XLA is doing real work on reference attention — it fuses the matmul with the mask and max reduction, it overlaps DMA with compute, it balances both MXUs. The 10,245 VLIW bundles represent a well-optimized implementation of the algorithm you wrote. The problem is the algorithm itself.
Pallas doesn’t replace XLA. For most operations, the automatic path is the right path. But when you’re hitting a fundamental algorithmic limit — when you know there’s a streaming formulation the compiler can’t discover — Pallas is how you escape. You write the tiled, memory-conscious kernel; Mosaic and LLO handle the rest.
The practical insights:
Block size matters, but depends on your shapes. For our test case (8 heads, seq_len=2048, head_dim=128), block_size=512 produced 6× fewer bundles than reference attention. block_size=2048 produced more bundles.

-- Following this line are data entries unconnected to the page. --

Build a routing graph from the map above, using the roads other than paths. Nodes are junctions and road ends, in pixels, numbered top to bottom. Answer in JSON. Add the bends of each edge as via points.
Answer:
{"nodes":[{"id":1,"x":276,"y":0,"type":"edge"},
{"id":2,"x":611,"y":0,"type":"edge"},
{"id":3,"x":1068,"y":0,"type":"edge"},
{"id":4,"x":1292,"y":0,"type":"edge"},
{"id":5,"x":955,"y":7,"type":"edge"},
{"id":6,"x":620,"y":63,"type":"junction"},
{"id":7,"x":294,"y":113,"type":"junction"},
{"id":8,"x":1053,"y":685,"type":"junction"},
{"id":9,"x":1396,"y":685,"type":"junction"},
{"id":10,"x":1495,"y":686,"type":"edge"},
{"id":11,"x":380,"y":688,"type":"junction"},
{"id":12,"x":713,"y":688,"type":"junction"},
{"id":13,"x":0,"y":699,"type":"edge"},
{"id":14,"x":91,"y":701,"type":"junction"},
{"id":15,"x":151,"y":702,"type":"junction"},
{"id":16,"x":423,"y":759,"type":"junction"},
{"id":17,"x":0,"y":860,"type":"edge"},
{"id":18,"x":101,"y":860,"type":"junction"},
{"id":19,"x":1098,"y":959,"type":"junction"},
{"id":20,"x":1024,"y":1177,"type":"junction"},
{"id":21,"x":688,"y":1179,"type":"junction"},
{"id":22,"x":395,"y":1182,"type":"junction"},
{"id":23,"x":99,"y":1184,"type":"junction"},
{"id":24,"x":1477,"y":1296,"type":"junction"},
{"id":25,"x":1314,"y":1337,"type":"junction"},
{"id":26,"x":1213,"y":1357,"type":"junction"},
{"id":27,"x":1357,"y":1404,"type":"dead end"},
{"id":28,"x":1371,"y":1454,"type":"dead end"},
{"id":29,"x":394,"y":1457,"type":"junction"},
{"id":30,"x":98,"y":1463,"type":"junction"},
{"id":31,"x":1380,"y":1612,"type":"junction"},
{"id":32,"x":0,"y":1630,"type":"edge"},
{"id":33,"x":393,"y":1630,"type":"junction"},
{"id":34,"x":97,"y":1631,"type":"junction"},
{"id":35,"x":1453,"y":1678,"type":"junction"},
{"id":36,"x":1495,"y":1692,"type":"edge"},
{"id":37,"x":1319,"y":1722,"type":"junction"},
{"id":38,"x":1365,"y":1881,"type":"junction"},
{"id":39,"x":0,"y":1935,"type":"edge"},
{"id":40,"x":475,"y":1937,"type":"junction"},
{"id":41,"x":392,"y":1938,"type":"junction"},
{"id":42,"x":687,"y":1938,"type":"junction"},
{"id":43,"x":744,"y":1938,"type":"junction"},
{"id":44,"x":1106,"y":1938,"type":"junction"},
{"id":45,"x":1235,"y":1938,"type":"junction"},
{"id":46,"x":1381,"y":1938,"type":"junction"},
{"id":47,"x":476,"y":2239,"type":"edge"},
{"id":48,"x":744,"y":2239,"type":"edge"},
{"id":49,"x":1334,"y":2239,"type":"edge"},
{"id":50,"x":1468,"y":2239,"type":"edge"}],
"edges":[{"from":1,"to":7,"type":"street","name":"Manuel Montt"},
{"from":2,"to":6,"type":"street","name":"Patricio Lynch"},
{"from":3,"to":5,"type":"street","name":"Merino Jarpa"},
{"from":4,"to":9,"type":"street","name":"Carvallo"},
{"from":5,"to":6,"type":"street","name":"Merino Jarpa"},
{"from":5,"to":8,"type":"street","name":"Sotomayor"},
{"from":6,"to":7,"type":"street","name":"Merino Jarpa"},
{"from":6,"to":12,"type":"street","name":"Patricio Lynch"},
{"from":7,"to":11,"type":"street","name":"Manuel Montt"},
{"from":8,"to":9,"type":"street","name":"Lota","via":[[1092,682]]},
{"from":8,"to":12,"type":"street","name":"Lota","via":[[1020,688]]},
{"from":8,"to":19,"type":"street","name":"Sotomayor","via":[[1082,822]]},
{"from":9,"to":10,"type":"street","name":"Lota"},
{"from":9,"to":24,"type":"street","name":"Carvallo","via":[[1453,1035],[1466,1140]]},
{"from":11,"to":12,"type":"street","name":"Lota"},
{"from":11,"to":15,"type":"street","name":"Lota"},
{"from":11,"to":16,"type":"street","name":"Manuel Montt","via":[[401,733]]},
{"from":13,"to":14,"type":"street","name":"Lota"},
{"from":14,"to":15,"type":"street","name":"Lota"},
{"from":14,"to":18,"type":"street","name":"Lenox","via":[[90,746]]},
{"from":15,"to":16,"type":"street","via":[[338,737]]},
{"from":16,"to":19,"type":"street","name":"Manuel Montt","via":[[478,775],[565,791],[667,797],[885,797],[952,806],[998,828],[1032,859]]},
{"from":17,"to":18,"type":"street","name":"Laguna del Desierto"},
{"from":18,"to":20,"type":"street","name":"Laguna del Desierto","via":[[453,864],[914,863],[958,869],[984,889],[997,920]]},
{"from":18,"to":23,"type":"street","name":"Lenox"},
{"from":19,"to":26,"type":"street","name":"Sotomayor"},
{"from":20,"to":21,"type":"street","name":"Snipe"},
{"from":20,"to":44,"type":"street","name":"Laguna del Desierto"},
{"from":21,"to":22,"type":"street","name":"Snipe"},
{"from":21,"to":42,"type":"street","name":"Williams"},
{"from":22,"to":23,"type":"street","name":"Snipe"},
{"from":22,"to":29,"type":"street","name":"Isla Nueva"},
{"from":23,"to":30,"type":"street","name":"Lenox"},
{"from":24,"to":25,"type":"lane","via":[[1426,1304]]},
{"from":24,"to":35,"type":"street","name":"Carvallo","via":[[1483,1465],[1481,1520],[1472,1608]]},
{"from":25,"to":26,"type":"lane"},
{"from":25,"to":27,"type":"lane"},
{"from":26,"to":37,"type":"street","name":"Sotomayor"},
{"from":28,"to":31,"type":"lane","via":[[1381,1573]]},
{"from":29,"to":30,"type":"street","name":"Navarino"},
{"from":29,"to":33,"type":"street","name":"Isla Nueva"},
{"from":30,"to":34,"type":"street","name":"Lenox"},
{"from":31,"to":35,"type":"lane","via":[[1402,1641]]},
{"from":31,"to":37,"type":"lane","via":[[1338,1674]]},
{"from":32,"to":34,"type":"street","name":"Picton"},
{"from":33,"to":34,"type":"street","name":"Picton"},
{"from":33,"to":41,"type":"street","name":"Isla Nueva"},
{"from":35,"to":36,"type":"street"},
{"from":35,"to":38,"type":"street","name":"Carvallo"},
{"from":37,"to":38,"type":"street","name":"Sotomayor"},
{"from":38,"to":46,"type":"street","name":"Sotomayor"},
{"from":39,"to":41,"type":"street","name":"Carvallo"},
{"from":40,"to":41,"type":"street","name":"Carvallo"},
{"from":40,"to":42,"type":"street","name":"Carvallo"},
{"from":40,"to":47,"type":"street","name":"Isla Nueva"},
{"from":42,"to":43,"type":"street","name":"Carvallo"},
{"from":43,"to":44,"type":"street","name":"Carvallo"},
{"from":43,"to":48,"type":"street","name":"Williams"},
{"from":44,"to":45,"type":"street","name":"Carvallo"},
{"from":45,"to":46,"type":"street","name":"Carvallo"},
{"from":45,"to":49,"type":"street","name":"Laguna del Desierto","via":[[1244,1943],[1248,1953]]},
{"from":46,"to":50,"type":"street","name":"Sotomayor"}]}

Smaller tiles pipeline better and reduce register pressure — but the optimal block size depends on your sequence length, head count, and head dimension. Profile your actual workload.
HBM bandwidth is often the bottleneck. Reference attention moved 526MB through HBM; Splash moved 14MB. The 37× reduction in memory traffic is why online softmax wins, not the bundle count.

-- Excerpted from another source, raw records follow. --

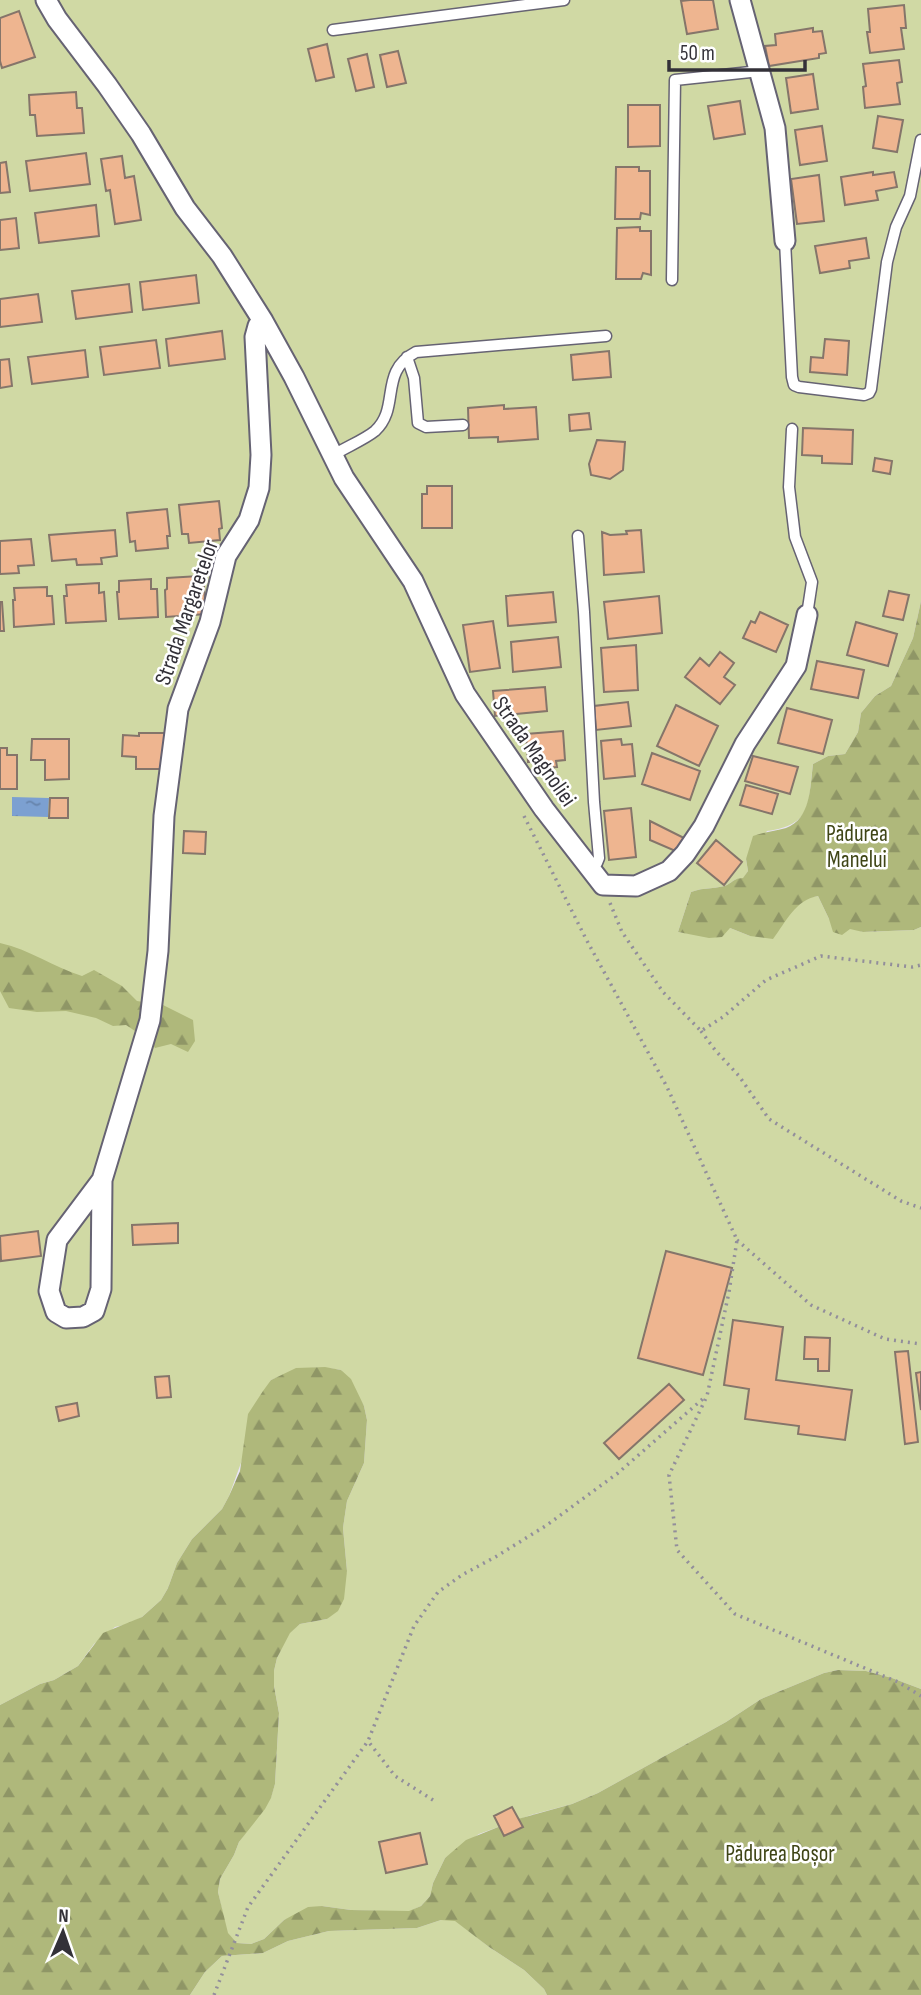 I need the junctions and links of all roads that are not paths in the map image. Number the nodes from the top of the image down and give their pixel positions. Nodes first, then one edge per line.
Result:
1 (46, 0) edge
2 (564, 0) edge
3 (740, 0) edge
4 (333, 30) dead end
5 (760, 71) junction
6 (921, 140) edge
7 (910, 196) junction
8 (921, 196) edge
9 (785, 241) joint
10 (672, 280) dead end
11 (264, 321) junction
12 (606, 336) dead end
13 (407, 357) junction
14 (463, 425) dead end
15 (792, 429) dead end
16 (332, 456) junction
17 (578, 536) dead end
18 (807, 615) joint
19 (590, 868) junction
20 (102, 1180) junction

1 - 11 street
2 - 4 lane
3 - 5 street
5 - 9 street
5 - 10 lane
6 - 7 lane
7 - 8 lane
7 - 9 lane
11 - 16 street, Strada Magnoliei
11 - 20 street, Strada Margaretelor
12 - 13 lane
13 - 14 lane
13 - 16 lane
15 - 18 lane
16 - 19 street, Strada Magnoliei
17 - 19 lane
18 - 19 street, Strada Magnoliei
20 - 20 street, Strada Margaretelor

The compiler still does heavy lifting. Pallas gives you control over algorithm-level tiling; Mosaic handles vector layouts, MXU scheduling, and VLIW packing automatically. You’re not writing assembly.
The dump flags for tracing Pallas kernels:
os.environ["XLA_FLAGS"] = (
f"--xla_dump_hlo_as_text "
f"--xla_dump_to={HLO_PATH} "
f"--xla_dump_hlo_pass_re=.* "
)
os.environ["LIBTPU_INIT_ARGS"] = (
f"--xla_jf_dump_to={LLO_PATH} "
f"--xla_jf_dump_hlo_text=true "
f"--xla_jf_dump_llo_text=true "
f"--xla_jf_dump_llo_html=false "
f"--xla_jf_dump_llo_static_gaps=true "
f"--xla_jf_emit_annotations=true "
f"--xla_jf_debug_level=2 "
f"--xla_mosaic_dump_to={MOSAIC_PATH} "
f"--xla_mosaic_enable_dump_debug_info=true "
f"--xla_mosaic_enable_llo_source_annotations=true"
)The HLO shows an opaque custom-call — the interesting stuff is in the Mosaic MLIR dumps (0001-original.txt through 0012-post-finalize-llo.txt) and the final LLO bundles.
In principle, a compiler could learn online softmax. Someone could teach XLA to recognize the attention pattern, prove the streaming reformulation is valid, and generate the tiled kernel automatically. Until then, we write Pallas.